When we arrived at Ravensbrück, I still believed my medical training might save me, that the Germans might need qualified nurses. How naive I was! At dawn on August 12, 1942, two SS guards dragged me from my wooden bunk in Block 10. They said nothing; their silence was more terrifying than any threat.
They dragged me along damp corridors to a concrete staircase leading to the basement of the camp hospital—a place not marked on official Red Cross maps. The corridor was about 50 meters long, with low ceilings and dripping water. There were nine heavy metal doors. Through the first four, I glimpsed skeletal women with vacant stares. But it was the last door that terrified me. It bore a number scrawled in white chalk: 47.
The guard opened the door with two different keys. The metal creaked, then the nauseating stench hit me: a pestilential mixture of cheap disinfectant, old blood, excrement, and chemicals that burned my nostrils. I was a nurse; I knew the smell of death, but this was the smell of hell. Room 47 was about 25 square meters, lit by flickering bulbs. The walls were stained with blood that no one bothered to clean. In the center was a metal operating table, with thick leather straps and a groove in the floor for fluids, like in a slaughterhouse.
The doctor was waiting. He didn’t introduce himself. He simply lit a cigarette and gestured toward the table, as if I were a lab animal. At that moment, I understood that I wasn’t there to be healed; I was there to be dissected, studied, used, and then discarded. I tried to ask him what they were going to do to me. The doctor laughed a dry, humorless laugh. I was pushed onto the table. At that moment, the Katya I had been died.

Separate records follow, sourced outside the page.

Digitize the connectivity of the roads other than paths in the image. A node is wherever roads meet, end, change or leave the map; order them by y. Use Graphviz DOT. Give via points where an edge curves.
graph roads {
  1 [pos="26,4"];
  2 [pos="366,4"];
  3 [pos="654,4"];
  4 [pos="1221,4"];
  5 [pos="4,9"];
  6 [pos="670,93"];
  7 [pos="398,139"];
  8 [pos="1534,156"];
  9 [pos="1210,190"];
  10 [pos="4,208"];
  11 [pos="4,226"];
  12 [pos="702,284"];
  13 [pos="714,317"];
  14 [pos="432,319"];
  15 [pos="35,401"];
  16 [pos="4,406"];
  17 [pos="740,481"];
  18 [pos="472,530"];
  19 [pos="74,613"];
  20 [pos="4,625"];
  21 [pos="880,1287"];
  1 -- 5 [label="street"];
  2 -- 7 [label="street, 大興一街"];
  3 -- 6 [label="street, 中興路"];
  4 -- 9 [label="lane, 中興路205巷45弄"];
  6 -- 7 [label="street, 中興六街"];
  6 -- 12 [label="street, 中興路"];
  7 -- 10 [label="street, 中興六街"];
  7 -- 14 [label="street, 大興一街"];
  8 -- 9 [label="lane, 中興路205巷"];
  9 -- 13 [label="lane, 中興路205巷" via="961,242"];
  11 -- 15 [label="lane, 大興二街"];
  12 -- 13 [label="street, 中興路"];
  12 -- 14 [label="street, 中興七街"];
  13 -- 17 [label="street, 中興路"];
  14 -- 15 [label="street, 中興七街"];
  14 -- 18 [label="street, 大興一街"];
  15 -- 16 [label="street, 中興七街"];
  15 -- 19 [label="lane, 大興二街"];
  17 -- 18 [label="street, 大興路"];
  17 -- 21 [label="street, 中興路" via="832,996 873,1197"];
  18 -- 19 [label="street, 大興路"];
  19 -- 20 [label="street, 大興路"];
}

They bound my wrists and ankles so tightly that my blood circulation stopped. I wasn’t screaming yet from physical pain, but from the horror of being treated like “raw material” to be recycled. The doctor noted in his notebook: Subject 47a, Soviet origin, estimated age between 25 and 30. Procedure: Experimental bone graft.
There was no real anesthesia. A cloth soaked in ether was briefly applied to my face, just enough to numb me without making me lose consciousness. The doctor wanted to observe my reactions to pain. When the scalpel cut into my flesh, I felt a searing pain. Ice water was splashed on my face to prevent me from fainting. The doctor worked slowly, cutting through the muscles and sawing down to the bone.